Over the years, the staff at Waco’s iconic Dr Pepper Museum has collected more than a dozen different stories about how the drink became known as Dr Pepper. It may simply have been an attempt to imply the beverage was a medicinal elixir. 

The old bottles contained the numerals 10, 2 and 4. Drink one at 10 a.m. between breakfast and lunch. Drink two between lunch and dinner – at 2 and 4 p.m.

 


There’s a petition drive in Waco “to nudge the Texas legislature toward approving Dr Pepper as the “Official Soft Drink of the Lone Star State.” Fans of Dr Pepper say the Waco-born pepper-upper beverage is already the “national soda pop of Texas.” 

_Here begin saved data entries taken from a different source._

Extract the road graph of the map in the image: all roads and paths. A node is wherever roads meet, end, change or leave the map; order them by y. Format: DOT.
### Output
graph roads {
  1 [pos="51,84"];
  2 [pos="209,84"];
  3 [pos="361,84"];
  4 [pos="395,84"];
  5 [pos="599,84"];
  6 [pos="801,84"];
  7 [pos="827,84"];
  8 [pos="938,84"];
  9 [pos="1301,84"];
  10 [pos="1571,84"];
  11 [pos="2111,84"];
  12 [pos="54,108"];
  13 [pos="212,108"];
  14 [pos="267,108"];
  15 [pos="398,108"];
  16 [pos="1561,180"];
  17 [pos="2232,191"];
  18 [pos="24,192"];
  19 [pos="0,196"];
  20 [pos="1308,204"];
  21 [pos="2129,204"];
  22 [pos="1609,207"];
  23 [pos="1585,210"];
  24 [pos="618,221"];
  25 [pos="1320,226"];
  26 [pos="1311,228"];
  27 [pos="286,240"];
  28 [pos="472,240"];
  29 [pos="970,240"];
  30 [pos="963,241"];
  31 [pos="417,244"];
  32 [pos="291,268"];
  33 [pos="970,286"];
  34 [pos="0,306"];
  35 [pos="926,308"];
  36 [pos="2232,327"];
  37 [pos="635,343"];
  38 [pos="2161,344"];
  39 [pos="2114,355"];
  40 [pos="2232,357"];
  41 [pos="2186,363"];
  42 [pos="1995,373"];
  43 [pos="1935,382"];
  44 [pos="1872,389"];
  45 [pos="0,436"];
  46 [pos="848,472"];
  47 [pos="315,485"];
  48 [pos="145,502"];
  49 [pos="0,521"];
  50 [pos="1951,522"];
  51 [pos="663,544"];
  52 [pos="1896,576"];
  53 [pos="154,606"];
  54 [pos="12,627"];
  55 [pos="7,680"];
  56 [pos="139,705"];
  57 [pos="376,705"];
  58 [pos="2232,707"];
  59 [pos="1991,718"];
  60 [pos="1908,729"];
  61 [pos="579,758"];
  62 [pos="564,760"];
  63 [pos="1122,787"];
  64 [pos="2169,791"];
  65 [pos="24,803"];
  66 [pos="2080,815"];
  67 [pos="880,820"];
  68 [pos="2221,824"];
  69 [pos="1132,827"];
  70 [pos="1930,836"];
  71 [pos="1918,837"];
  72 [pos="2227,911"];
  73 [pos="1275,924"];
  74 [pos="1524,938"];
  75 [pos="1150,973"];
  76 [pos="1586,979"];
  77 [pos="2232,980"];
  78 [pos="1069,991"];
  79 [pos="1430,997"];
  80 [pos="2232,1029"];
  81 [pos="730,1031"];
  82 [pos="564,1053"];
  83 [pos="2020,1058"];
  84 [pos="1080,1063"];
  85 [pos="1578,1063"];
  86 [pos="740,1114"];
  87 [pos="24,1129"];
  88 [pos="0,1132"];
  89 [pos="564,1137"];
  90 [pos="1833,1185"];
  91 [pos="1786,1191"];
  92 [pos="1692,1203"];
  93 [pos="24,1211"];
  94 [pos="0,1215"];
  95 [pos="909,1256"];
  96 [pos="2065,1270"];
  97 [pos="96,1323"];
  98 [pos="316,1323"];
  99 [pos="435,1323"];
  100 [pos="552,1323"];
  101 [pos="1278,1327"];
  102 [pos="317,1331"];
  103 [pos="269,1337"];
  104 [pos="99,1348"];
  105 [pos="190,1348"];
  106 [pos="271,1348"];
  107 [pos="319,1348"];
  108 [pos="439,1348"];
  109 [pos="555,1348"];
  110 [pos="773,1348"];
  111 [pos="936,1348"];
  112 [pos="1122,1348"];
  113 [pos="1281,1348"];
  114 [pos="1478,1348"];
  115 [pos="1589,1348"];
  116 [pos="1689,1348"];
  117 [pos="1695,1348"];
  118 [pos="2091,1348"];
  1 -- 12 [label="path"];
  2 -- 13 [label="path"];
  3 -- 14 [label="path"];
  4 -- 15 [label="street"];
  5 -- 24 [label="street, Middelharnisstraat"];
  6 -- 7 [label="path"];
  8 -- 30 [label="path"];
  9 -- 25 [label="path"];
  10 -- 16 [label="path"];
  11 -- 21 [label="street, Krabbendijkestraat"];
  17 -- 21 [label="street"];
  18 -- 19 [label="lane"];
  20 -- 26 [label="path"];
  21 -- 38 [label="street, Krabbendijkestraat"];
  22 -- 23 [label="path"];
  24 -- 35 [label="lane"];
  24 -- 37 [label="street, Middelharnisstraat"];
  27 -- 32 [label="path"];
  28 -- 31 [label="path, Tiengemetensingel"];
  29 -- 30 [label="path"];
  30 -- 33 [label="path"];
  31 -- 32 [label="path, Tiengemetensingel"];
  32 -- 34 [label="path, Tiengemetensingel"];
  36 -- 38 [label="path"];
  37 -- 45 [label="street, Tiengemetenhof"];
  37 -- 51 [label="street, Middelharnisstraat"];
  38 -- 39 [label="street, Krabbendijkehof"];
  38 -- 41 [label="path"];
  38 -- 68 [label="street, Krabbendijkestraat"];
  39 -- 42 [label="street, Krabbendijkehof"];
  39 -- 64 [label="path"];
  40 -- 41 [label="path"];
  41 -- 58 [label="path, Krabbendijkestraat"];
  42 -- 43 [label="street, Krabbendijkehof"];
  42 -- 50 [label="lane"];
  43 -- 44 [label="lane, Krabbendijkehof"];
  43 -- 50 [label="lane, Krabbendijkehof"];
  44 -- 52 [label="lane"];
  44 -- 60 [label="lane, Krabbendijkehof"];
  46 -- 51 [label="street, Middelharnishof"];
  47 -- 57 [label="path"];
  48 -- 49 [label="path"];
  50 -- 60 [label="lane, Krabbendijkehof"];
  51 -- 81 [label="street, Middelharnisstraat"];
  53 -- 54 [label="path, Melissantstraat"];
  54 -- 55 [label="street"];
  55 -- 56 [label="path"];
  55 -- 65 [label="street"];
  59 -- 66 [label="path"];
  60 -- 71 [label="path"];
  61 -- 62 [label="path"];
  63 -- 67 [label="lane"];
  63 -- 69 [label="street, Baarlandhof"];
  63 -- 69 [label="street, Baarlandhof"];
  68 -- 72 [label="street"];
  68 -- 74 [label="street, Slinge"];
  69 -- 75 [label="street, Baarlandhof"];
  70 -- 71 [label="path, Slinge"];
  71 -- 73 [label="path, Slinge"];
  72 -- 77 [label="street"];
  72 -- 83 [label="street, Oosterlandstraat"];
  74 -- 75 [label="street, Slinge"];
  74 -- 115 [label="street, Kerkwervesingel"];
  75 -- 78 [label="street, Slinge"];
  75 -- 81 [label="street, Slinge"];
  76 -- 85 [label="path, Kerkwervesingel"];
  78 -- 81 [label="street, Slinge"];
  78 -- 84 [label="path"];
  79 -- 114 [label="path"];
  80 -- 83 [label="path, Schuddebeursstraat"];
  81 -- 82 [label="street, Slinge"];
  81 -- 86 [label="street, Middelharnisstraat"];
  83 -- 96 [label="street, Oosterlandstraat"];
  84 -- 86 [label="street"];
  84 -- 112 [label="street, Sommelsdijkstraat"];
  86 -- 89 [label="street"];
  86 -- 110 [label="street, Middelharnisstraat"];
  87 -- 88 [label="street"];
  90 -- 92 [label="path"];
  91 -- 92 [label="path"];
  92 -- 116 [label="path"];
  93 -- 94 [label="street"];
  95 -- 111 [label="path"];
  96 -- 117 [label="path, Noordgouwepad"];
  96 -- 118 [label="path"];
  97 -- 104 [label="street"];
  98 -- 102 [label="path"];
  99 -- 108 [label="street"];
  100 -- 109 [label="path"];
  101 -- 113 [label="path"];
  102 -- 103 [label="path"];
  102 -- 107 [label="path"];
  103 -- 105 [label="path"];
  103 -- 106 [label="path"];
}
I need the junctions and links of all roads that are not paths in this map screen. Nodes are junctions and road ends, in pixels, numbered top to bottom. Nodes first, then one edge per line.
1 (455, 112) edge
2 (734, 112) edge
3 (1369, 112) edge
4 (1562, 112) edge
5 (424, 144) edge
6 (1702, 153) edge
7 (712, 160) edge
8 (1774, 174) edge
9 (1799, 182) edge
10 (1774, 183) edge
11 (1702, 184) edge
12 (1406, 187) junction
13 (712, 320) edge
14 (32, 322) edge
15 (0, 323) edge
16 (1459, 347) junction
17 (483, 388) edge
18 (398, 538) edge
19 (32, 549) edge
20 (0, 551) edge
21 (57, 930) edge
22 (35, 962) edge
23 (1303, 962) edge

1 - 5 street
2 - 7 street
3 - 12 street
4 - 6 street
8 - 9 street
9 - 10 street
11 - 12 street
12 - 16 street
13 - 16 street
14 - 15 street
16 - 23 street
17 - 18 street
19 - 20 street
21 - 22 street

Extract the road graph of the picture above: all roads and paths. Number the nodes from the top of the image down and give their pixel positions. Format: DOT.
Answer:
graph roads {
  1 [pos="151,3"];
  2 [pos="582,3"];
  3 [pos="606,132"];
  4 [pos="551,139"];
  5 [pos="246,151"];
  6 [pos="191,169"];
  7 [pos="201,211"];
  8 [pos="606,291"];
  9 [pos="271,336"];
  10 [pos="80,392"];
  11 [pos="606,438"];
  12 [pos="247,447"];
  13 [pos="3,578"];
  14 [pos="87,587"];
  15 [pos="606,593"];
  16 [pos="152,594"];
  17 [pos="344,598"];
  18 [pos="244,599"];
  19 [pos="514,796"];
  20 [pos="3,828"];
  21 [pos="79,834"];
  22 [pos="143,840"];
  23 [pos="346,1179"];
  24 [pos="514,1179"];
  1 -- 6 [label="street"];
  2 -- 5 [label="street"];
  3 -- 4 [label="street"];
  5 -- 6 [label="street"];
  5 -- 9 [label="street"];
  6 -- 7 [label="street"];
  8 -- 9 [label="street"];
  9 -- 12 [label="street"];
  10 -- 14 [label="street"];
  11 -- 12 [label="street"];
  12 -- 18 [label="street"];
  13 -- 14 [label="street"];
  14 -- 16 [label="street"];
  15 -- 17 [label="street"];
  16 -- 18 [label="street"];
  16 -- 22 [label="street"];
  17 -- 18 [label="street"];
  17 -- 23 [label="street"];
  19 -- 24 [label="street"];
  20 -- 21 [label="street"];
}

Texas Monthly magazine noted: “Some might suggest the designation is merely a formality. Who wants to be the state legislator to vote against Dr Pepper?”


 

It’s entirely possible, however, that Big Red could get a vote or two. It’s sort of a younger cousin of Dr Pepper, also born and bred in Waco. 

Randy Fiedler, a marketing and communications officer at Baylor University in Waco, said Big Red was invented in 1937 by chemist Grover Cleveland Thomsen and businessman R.H. Roark at Waco’s Perfection Barber and Beauty Supply.


 

Though Big Red has classically been marketed as a “red cream soda,” the beverage’s taste has been compared to a hybrid of traditional bubblegum, Juicy Fruit chewing gum and pink cotton candy…but not too sweet. The unique taste is created by combining lemon and orange oils along with the traditional vanilla flavoring used in other cream sodas, Fiedler explained. 

Gary Smith, owner of Big Red, moved the company headquarters to Austin, Texas, but production has remained in Waco. Big Red is distributed by various independent soft drink bottlers, although Dr Pepper has about 80% of Big Red’s bottling business. 

Outdoorsmen have additional uses for Big Red fountain syrup. The late Charlie Pack was an avid Waco fisherman. He found that dough balls lacquered with Big Red proved to be the best bait for catching the most fish (mostly carp). 

Deer hunters would mooch scoops of Big Red syrup, too, and rub it on cotton balls that were placed in their deer feeders. The aroma would entice the deer to prance right up. 

The folks at Frosty’s Soda Shop in the Dr Pepper Museum in Waco can mix up fountain versions of Dr Pepper and Big Red…the old-fashioned way. Taste them both.